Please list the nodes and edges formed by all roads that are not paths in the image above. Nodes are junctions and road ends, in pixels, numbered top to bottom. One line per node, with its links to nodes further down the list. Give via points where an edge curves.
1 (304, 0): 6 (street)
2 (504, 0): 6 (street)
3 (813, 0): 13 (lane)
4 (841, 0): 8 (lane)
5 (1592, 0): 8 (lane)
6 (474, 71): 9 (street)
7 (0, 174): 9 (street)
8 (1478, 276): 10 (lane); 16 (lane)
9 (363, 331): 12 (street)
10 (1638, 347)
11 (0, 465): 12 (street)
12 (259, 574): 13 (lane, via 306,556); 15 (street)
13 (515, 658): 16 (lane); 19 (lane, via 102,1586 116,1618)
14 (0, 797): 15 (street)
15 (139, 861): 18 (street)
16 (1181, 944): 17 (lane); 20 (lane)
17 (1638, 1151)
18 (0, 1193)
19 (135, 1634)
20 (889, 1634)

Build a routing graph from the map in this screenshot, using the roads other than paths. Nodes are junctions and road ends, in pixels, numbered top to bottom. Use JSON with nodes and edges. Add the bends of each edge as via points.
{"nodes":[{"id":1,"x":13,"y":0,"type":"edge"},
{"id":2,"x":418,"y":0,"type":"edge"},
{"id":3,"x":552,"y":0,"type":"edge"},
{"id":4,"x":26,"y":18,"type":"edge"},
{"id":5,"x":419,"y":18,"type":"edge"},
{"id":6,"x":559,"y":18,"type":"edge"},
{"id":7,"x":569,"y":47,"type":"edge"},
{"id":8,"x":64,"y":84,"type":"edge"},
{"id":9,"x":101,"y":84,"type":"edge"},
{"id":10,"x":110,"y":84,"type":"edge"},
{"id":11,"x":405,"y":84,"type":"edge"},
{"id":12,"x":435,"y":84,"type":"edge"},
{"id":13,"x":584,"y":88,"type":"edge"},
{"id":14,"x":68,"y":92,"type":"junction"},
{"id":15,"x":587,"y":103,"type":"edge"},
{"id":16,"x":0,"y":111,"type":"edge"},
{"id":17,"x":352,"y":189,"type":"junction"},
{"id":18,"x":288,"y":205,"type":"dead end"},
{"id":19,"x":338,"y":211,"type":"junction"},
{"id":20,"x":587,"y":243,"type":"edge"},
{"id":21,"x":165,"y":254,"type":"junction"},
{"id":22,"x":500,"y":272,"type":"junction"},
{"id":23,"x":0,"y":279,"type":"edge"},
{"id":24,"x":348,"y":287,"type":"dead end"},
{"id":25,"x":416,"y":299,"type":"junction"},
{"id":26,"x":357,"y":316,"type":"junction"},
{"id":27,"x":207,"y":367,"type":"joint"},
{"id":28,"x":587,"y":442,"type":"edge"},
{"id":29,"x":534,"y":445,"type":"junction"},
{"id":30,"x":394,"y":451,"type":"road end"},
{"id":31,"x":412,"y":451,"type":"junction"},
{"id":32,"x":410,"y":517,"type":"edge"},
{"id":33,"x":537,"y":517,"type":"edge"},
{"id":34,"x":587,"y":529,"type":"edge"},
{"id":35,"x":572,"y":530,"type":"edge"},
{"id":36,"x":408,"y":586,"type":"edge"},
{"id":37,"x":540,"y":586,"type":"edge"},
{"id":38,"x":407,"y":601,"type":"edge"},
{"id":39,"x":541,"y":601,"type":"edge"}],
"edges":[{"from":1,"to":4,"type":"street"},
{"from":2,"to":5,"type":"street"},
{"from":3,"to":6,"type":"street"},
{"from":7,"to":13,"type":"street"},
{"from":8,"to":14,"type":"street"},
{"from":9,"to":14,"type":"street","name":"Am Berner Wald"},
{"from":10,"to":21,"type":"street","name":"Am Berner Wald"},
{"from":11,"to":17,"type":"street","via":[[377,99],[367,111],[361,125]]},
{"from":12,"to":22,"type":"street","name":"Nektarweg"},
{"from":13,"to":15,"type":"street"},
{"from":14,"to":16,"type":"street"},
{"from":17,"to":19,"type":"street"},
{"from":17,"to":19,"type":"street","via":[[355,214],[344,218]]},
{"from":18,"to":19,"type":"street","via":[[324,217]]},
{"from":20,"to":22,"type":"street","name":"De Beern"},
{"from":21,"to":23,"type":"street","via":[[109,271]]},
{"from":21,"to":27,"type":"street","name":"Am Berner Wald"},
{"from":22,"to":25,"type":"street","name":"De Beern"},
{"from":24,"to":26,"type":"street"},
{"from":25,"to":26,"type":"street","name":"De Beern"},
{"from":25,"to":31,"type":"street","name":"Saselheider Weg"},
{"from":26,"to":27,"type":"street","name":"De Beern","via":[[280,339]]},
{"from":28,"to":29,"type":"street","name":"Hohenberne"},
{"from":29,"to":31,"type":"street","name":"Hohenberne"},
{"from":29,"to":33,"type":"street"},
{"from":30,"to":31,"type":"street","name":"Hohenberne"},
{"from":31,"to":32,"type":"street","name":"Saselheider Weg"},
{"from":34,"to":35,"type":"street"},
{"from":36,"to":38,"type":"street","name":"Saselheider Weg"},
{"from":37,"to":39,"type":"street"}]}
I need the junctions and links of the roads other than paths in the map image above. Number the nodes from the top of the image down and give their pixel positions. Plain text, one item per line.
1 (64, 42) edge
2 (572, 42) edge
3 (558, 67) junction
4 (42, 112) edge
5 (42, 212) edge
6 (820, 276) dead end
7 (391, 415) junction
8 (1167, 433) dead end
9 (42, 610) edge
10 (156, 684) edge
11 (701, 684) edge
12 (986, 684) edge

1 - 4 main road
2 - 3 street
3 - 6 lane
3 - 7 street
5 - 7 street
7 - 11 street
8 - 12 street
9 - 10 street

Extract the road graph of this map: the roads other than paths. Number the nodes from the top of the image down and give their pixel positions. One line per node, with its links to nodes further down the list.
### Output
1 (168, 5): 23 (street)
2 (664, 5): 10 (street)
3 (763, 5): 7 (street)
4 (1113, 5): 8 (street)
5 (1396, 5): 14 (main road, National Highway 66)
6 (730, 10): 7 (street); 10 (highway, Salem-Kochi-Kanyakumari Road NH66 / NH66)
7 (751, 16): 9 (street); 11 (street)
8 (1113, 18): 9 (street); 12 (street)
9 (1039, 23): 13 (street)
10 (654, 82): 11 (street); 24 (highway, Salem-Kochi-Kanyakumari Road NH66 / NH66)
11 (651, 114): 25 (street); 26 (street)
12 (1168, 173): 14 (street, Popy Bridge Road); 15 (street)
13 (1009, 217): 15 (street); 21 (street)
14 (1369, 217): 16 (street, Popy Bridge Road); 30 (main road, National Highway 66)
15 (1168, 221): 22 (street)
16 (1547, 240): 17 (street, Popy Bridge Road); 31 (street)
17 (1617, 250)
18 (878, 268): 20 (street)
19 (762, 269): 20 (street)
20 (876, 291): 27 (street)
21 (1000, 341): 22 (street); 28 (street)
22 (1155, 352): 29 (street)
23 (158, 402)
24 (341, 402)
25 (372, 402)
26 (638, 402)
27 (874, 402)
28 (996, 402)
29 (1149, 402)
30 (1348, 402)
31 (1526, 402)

- - - -

* _Task goal_: In the data above, how many lines carry the string "edges"? Only the number should be given.

* _Exercise output_: 3